> THE TASK:
Produce a word-for-word copy of the data that follows, excluding images.

-*-

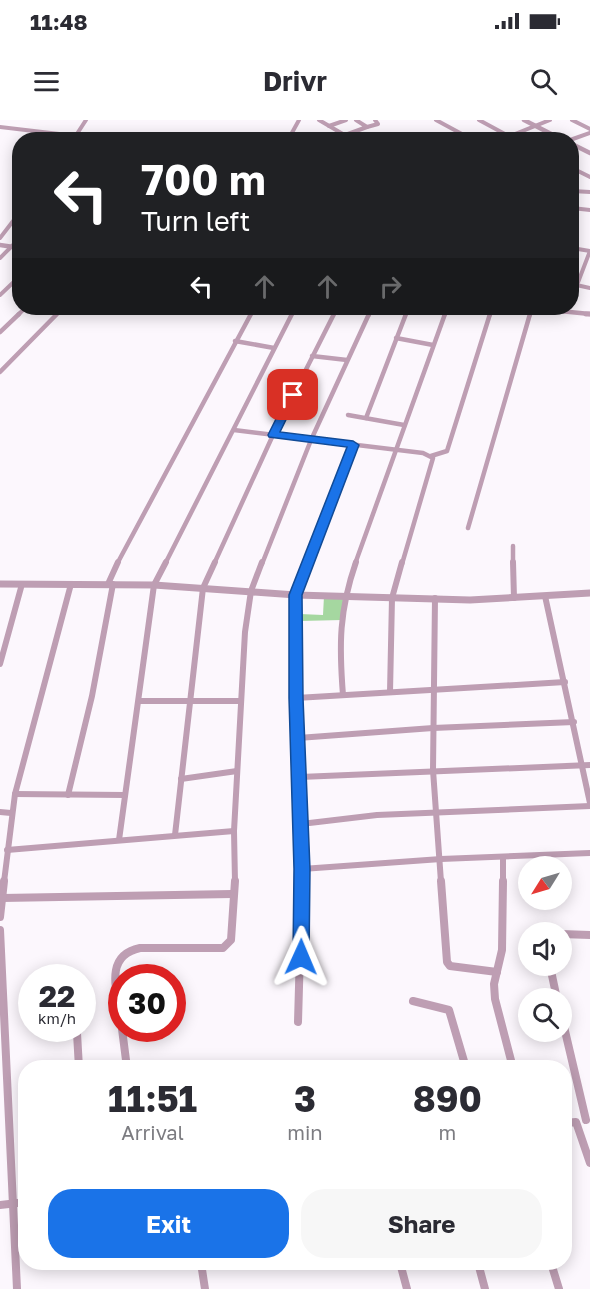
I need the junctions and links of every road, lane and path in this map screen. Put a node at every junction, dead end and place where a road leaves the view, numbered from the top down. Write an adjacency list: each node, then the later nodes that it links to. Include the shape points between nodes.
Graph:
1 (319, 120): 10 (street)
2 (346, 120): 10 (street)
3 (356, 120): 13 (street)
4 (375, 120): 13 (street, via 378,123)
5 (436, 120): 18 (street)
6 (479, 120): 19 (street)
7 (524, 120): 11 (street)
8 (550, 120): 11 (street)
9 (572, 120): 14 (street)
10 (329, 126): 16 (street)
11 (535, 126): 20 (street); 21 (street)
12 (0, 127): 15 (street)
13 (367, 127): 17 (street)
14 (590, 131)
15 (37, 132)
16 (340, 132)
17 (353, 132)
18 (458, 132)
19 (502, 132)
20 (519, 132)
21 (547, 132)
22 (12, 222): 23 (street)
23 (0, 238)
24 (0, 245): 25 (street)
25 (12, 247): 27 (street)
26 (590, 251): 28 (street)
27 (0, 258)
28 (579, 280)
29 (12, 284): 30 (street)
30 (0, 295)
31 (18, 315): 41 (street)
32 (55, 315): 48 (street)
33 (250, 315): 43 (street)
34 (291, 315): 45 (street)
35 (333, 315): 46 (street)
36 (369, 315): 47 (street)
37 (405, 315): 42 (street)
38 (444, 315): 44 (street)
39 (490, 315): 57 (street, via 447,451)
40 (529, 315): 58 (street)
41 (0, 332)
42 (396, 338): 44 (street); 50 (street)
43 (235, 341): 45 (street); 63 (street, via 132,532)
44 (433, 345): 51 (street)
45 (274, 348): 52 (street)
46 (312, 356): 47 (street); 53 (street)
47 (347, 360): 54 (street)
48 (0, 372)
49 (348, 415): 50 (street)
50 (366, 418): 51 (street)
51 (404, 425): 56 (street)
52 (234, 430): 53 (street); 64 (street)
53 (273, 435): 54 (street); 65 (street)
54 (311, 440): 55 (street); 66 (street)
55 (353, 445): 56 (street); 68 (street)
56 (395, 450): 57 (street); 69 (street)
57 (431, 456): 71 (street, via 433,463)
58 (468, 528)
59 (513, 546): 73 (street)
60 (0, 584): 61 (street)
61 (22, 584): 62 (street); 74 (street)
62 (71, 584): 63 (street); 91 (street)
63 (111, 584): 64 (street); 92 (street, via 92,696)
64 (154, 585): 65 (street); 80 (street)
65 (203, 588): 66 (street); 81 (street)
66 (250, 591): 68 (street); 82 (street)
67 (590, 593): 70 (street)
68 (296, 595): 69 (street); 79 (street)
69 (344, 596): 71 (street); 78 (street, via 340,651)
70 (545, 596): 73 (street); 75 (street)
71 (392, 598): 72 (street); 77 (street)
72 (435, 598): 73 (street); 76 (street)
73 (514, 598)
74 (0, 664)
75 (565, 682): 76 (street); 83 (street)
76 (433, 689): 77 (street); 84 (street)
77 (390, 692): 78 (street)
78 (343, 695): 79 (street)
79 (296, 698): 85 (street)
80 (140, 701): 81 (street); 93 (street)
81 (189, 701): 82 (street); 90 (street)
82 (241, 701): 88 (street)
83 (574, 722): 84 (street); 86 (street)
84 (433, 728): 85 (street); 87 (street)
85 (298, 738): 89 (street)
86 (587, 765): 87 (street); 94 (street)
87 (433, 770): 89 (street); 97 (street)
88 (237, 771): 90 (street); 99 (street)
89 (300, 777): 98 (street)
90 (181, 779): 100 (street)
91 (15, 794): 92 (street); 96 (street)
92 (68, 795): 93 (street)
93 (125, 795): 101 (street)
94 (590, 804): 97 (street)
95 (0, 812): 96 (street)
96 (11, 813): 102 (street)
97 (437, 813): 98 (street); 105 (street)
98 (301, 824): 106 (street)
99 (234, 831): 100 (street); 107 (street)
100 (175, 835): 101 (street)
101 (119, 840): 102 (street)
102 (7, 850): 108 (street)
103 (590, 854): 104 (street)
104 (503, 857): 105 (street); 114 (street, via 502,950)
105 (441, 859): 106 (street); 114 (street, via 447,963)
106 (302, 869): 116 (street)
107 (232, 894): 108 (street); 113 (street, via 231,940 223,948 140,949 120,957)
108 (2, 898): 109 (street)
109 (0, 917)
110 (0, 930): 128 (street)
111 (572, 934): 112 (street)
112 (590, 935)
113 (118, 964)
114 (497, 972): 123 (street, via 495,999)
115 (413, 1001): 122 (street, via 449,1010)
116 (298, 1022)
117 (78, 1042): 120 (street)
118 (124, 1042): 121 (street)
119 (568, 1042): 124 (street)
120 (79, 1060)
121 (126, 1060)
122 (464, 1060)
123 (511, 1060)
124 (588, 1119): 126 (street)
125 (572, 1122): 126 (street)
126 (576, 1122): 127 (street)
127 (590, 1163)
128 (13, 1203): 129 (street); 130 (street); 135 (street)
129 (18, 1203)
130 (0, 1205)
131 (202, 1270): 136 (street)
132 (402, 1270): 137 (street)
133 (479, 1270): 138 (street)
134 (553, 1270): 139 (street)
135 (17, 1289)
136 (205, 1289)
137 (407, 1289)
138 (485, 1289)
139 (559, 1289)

-*-

> RESPONSE:
I need the junctions and links of every road, lane and path in this map screen. Put a node at every junction, dead end and place where a road leaves the view, numbered from the top down. Write an adjacency list: each node, then the later nodes that it links to. Include the shape points between nodes.
Graph:
1 (319, 120): 10 (street)
2 (346, 120): 10 (street)
3 (356, 120): 13 (street)
4 (375, 120): 13 (street, via 378,123)
5 (436, 120): 18 (street)
6 (479, 120): 19 (street)
7 (524, 120): 11 (street)
8 (550, 120): 11 (street)
9 (572, 120): 14 (street)
10 (329, 126): 16 (street)
11 (535, 126): 20 (street); 21 (street)
12 (0, 127): 15 (street)
13 (367, 127): 17 (street)
14 (590, 131)
15 (37, 132)
16 (340, 132)
17 (353, 132)
18 (458, 132)
19 (502, 132)
20 (519, 132)
21 (547, 132)
22 (12, 222): 23 (street)
23 (0, 238)
24 (0, 245): 25 (street)
25 (12, 247): 27 (street)
26 (590, 251): 28 (street)
27 (0, 258)
28 (579, 280)
29 (12, 284): 30 (street)
30 (0, 295)
31 (18, 315): 41 (street)
32 (55, 315): 48 (street)
33 (250, 315): 43 (street)
34 (291, 315): 45 (street)
35 (333, 315): 46 (street)
36 (369, 315): 47 (street)
37 (405, 315): 42 (street)
38 (444, 315): 44 (street)
39 (490, 315): 57 (street, via 447,451)
40 (529, 315): 58 (street)
41 (0, 332)
42 (396, 338): 44 (street); 50 (street)
43 (235, 341): 45 (street); 63 (street, via 132,532)
44 (433, 345): 51 (street)
45 (274, 348): 52 (street)
46 (312, 356): 47 (street); 53 (street)
47 (347, 360): 54 (street)
48 (0, 372)
49 (348, 415): 50 (street)
50 (366, 418): 51 (street)
51 (404, 425): 56 (street)
52 (234, 430): 53 (street); 64 (street)
53 (273, 435): 54 (street); 65 (street)
54 (311, 440): 55 (street); 66 (street)
55 (353, 445): 56 (street); 68 (street)
56 (395, 450): 57 (street); 69 (street)
57 (431, 456): 71 (street, via 433,463)
58 (468, 528)
59 (513, 546): 73 (street)
60 (0, 584): 61 (street)
61 (22, 584): 62 (street); 74 (street)
62 (71, 584): 63 (street); 91 (street)
63 (111, 584): 64 (street); 92 (street, via 92,696)
64 (154, 585): 65 (street); 80 (street)
65 (203, 588): 66 (street); 81 (street)
66 (250, 591): 68 (street); 82 (street)
67 (590, 593): 70 (street)
68 (296, 595): 69 (street); 79 (street)
69 (344, 596): 71 (street); 78 (street, via 340,651)
70 (545, 596): 73 (street); 75 (street)
71 (392, 598): 72 (street); 77 (street)
72 (435, 598): 73 (street); 76 (street)
73 (514, 598)
74 (0, 664)
75 (565, 682): 76 (street); 83 (street)
76 (433, 689): 77 (street); 84 (street)
77 (390, 692): 78 (street)
78 (343, 695): 79 (street)
79 (296, 698): 85 (street)
80 (140, 701): 81 (street); 93 (street)
81 (189, 701): 82 (street); 90 (street)
82 (241, 701): 88 (street)
83 (574, 722): 84 (street); 86 (street)
84 (433, 728): 85 (street); 87 (street)
85 (298, 738): 89 (street)
86 (587, 765): 87 (street); 94 (street)
87 (433, 770): 89 (street); 97 (street)
88 (237, 771): 90 (street); 99 (street)
89 (300, 777): 98 (street)
90 (181, 779): 100 (street)
91 (15, 794): 92 (street); 96 (street)
92 (68, 795): 93 (street)
93 (125, 795): 101 (street)
94 (590, 804): 97 (street)
95 (0, 812): 96 (street)
96 (11, 813): 102 (street)
97 (437, 813): 98 (street); 105 (street)
98 (301, 824): 106 (street)
99 (234, 831): 100 (street); 107 (street)
100 (175, 835): 101 (street)
101 (119, 840): 102 (street)
102 (7, 850): 108 (street)
103 (590, 854): 104 (street)
104 (503, 857): 105 (street); 114 (street, via 502,950)
105 (441, 859): 106 (street); 114 (street, via 447,963)
106 (302, 869): 116 (street)
107 (232, 894): 108 (street); 113 (street, via 231,940 223,948 140,949 120,957)
108 (2, 898): 109 (street)
109 (0, 917)
110 (0, 930): 128 (street)
111 (572, 934): 112 (street)
112 (590, 935)
113 (118, 964)
114 (497, 972): 123 (street, via 495,999)
115 (413, 1001): 122 (street, via 449,1010)
116 (298, 1022)
117 (78, 1042): 120 (street)
118 (124, 1042): 121 (street)
119 (568, 1042): 124 (street)
120 (79, 1060)
121 (126, 1060)
122 (464, 1060)
123 (511, 1060)
124 (588, 1119): 126 (street)
125 (572, 1122): 126 (street)
126 (576, 1122): 127 (street)
127 (590, 1163)
128 (13, 1203): 129 (street); 130 (street); 135 (street)
129 (18, 1203)
130 (0, 1205)
131 (202, 1270): 136 (street)
132 (402, 1270): 137 (street)
133 (479, 1270): 138 (street)
134 (553, 1270): 139 (street)
135 (17, 1289)
136 (205, 1289)
137 (407, 1289)
138 (485, 1289)
139 (559, 1289)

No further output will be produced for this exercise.